The NCAA Council Coordination Committee announced Friday that it is “appropriate” to grant spring sport student-athletes an extra year of eligibility after their seasons were abruptly cut short by the coronavirus crisis.

The details of such a policy will be finalized “at a later time” so in no way is it official yet.

“The committee recognizes that several issues need to be addressed related to providing an additional season of competition, including financial aid implications,” an NCAA memo said.

Arizona’s spring sports are softball, baseball, beach volleyball, tennis, golf and track and field. This is an especially huge development for senior student-athletes, whose careers would otherwise be over, and Arizona softball, whose six best players are seniors (seven if you include Dejah Mulipola, though she was redshirting anyway).

That said, not every student-athlete is in prime position to use an extra year of eligibility. For instance, Arizona third baseman Malia Martinez was planning to enroll as a PhD student at NAU in the fall, a school that does not have a softball program.

For other seniors, like pitcher Mariah Lopez who is not on track to graduate until the fall, or Jessie Harper who was planning to stay on board as a graduate manager, competing in 2021 makes perfect sense.

However, there are financial implications as well. Division I softball programs are generally allotted 12 scholarships, meaning a student-athlete who decides to use the extra year may have to be willing and able to shoulder a major expense. If Arizona’s seniors return and eight recruits join the program as planned, the Wildcats will have 28 players in 2021.

But having to cram a roster of that magnitude into a dozen scholarships is likely what the NCAA means by the “financial aid implications” of granting spring student-athletes an additional year of eligibility, as many schools will be facing a similar roster crunch.

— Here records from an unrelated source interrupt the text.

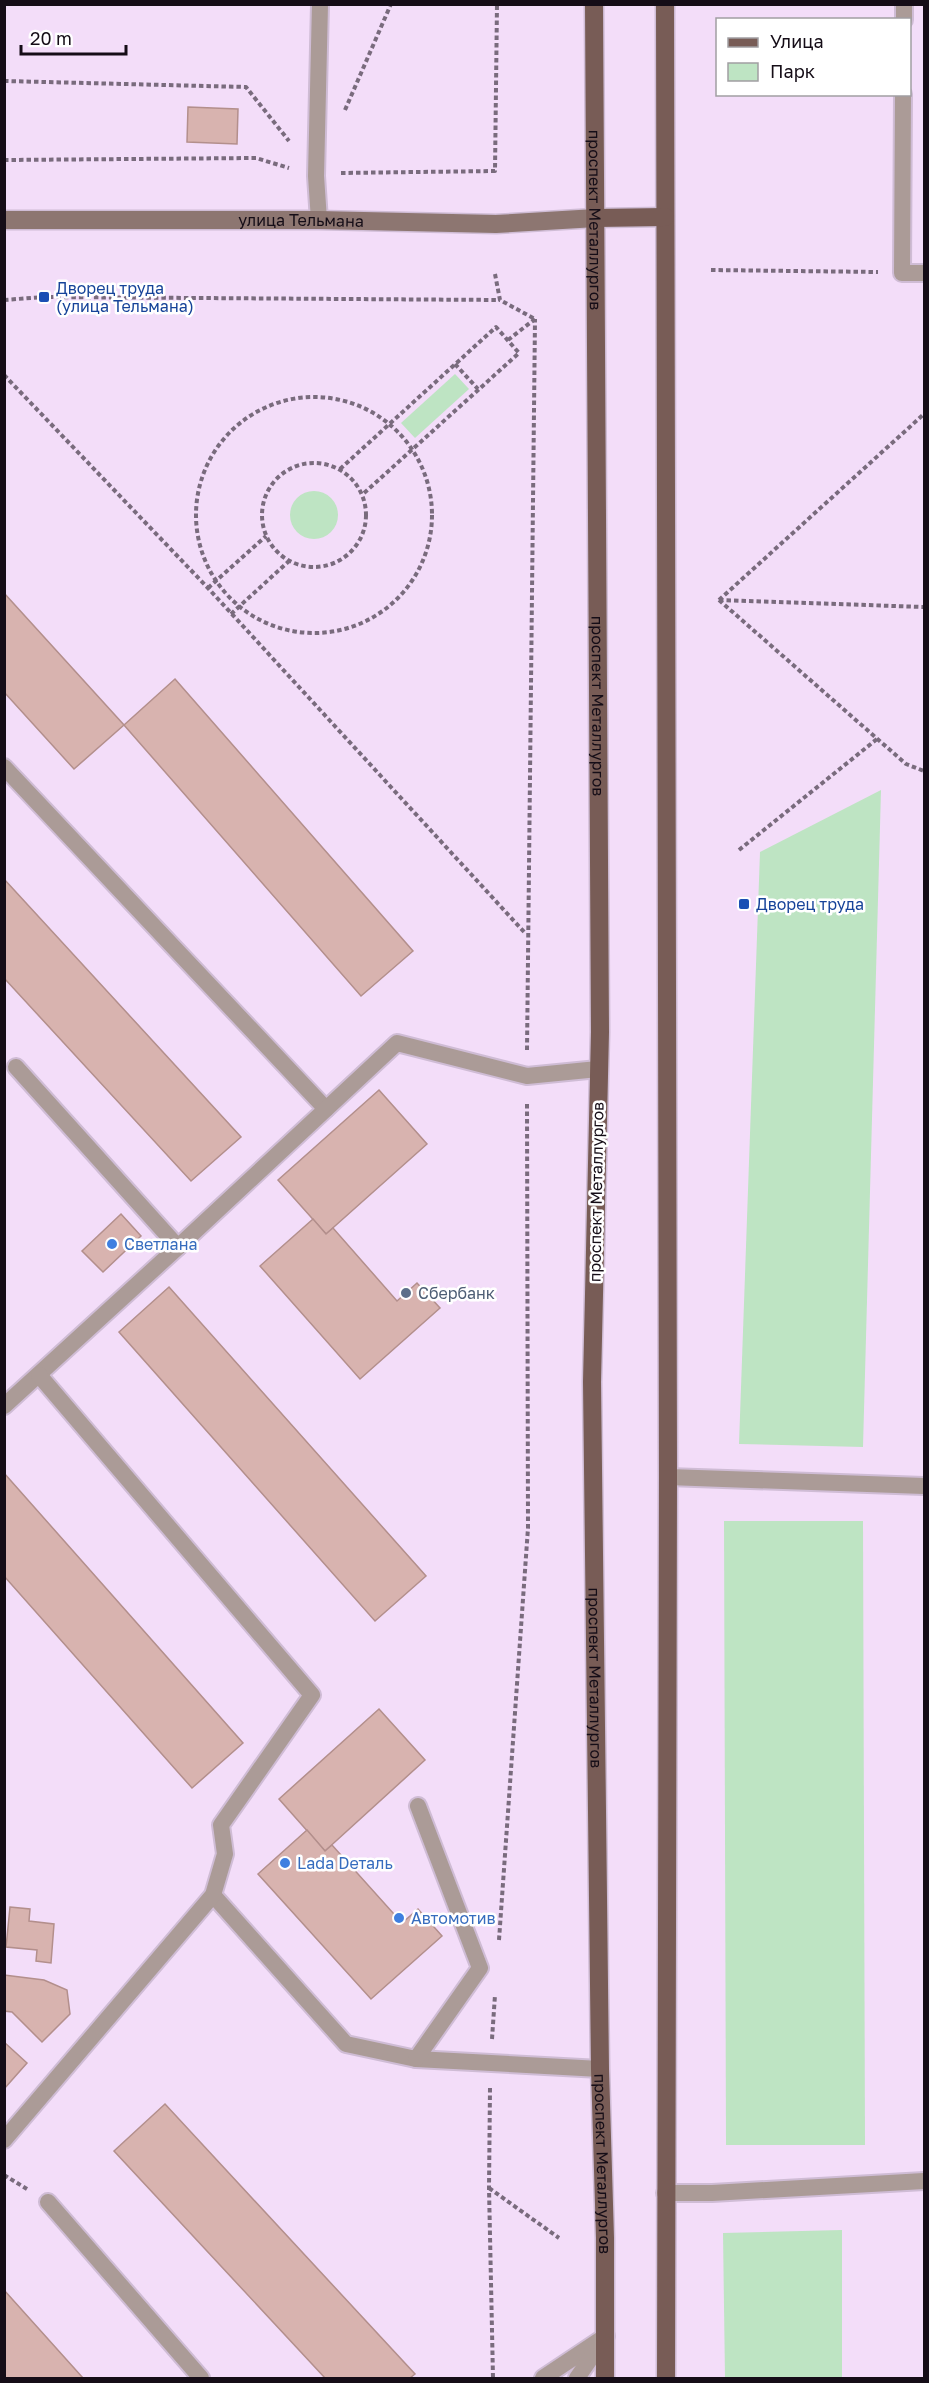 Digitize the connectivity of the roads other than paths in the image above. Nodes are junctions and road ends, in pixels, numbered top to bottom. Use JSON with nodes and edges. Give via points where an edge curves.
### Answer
{"nodes":[{"id":1,"x":320,"y":4,"type":"edge"},
{"id":2,"x":594,"y":4,"type":"edge"},
{"id":3,"x":665,"y":4,"type":"edge"},
{"id":4,"x":903,"y":96,"type":"edge"},
{"id":5,"x":665,"y":217,"type":"junction"},
{"id":6,"x":596,"y":218,"type":"junction"},
{"id":7,"x":4,"y":220,"type":"edge"},
{"id":8,"x":320,"y":220,"type":"junction"},
{"id":9,"x":924,"y":273,"type":"edge"},
{"id":10,"x":4,"y":767,"type":"edge"},
{"id":11,"x":16,"y":1067,"type":"dead end"},
{"id":12,"x":598,"y":1069,"type":"junction"},
{"id":13,"x":326,"y":1109,"type":"junction"},
{"id":14,"x":178,"y":1247,"type":"junction"},
{"id":15,"x":39,"y":1375,"type":"junction"},
{"id":16,"x":4,"y":1406,"type":"edge"},
{"id":17,"x":668,"y":1477,"type":"junction"},
{"id":18,"x":924,"y":1486,"type":"edge"},
{"id":19,"x":418,"y":1806,"type":"dead end"},
{"id":20,"x":213,"y":1895,"type":"junction"},
{"id":21,"x":416,"y":2059,"type":"junction"},
{"id":22,"x":600,"y":2069,"type":"junction"},
{"id":23,"x":4,"y":2140,"type":"edge"},
{"id":24,"x":924,"y":2181,"type":"edge"},
{"id":25,"x":665,"y":2193,"type":"junction"},
{"id":26,"x":48,"y":2202,"type":"dead end"},
{"id":27,"x":606,"y":2336,"type":"junction"},
{"id":28,"x":201,"y":2379,"type":"edge"},
{"id":29,"x":543,"y":2379,"type":"edge"},
{"id":30,"x":577,"y":2379,"type":"edge"},
{"id":31,"x":605,"y":2379,"type":"edge"},
{"id":32,"x":666,"y":2379,"type":"edge"}],
"edges":[{"from":1,"to":8,"type":"lane","via":[[316,176]]},
{"from":2,"to":6,"type":"main road","name":"проспект Металлургов"},
{"from":3,"to":5,"type":"main road"},
{"from":4,"to":9,"type":"lane","via":[[903,273]]},
{"from":5,"to":6,"type":"main road"},
{"from":5,"to":17,"type":"main road"},
{"from":6,"to":8,"type":"main road","name":"улица Тельмана","via":[[496,224]]},
{"from":6,"to":12,"type":"main road","name":"проспект Металлургов"},
{"from":7,"to":8,"type":"main road","name":"улица Тельмана"},
{"from":10,"to":13,"type":"lane"},
{"from":11,"to":14,"type":"lane"},
{"from":12,"to":13,"type":"lane","via":[[527,1076],[397,1043]]},
{"from":12,"to":22,"type":"main road","name":"проспект Металлургов","via":[[592,1382]]},
{"from":13,"to":14,"type":"lane"},
{"from":14,"to":15,"type":"lane"},
{"from":15,"to":16,"type":"lane"},
{"from":15,"to":20,"type":"lane","via":[[312,1695],[221,1825],[225,1854]]},
{"from":17,"to":18,"type":"lane"},
{"from":17,"to":25,"type":"main road"},
{"from":19,"to":21,"type":"lane","via":[[480,1968]]},
{"from":20,"to":21,"type":"lane","via":[[346,2044]]},
{"from":20,"to":23,"type":"lane"},
{"from":21,"to":22,"type":"lane"},
{"from":22,"to":27,"type":"main road","name":"проспект Металлургов"},
{"from":24,"to":25,"type":"lane"},
{"from":25,"to":32,"type":"main road"},
{"from":26,"to":28,"type":"lane"},
{"from":27,"to":29,"type":"lane"},
{"from":27,"to":30,"type":"lane"},
{"from":27,"to":31,"type":"main road","name":"проспект Металлургов"}]}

There is also this statement from the NCAA that makes it sound as if schools will be able to do all sorts of things to make the numbers work: “Conferences and institutions should make decisions and take action in the best interests of their student-athletes and communities without first seeking approval through an interpretation or waiver. For example, institutional discretion should be used to provide appropriate support, benefits, and expenses to student-athletes as adjustments are made to academic and athletics schedules.”

Either way, the NCAA is right to at least give these student-athletes a choice. It allows someone like Harper, who is only 17 home runs away from becoming Arizona’s all-time leader, to finish her career in an appropriate manner, not at the whim of unprecedented health crisis.

The NCAA said it will also discuss whether it will grant winter sport student-athletes—basketball, gymnastics, swimming, etc.— an extra year of eligibility.

“The committee recognizes that student-athletes are making life decisions that will be helped by understanding whether an additional season of competition would be available, and as such, will work in a timely manner to make informed decisions,” a statement said.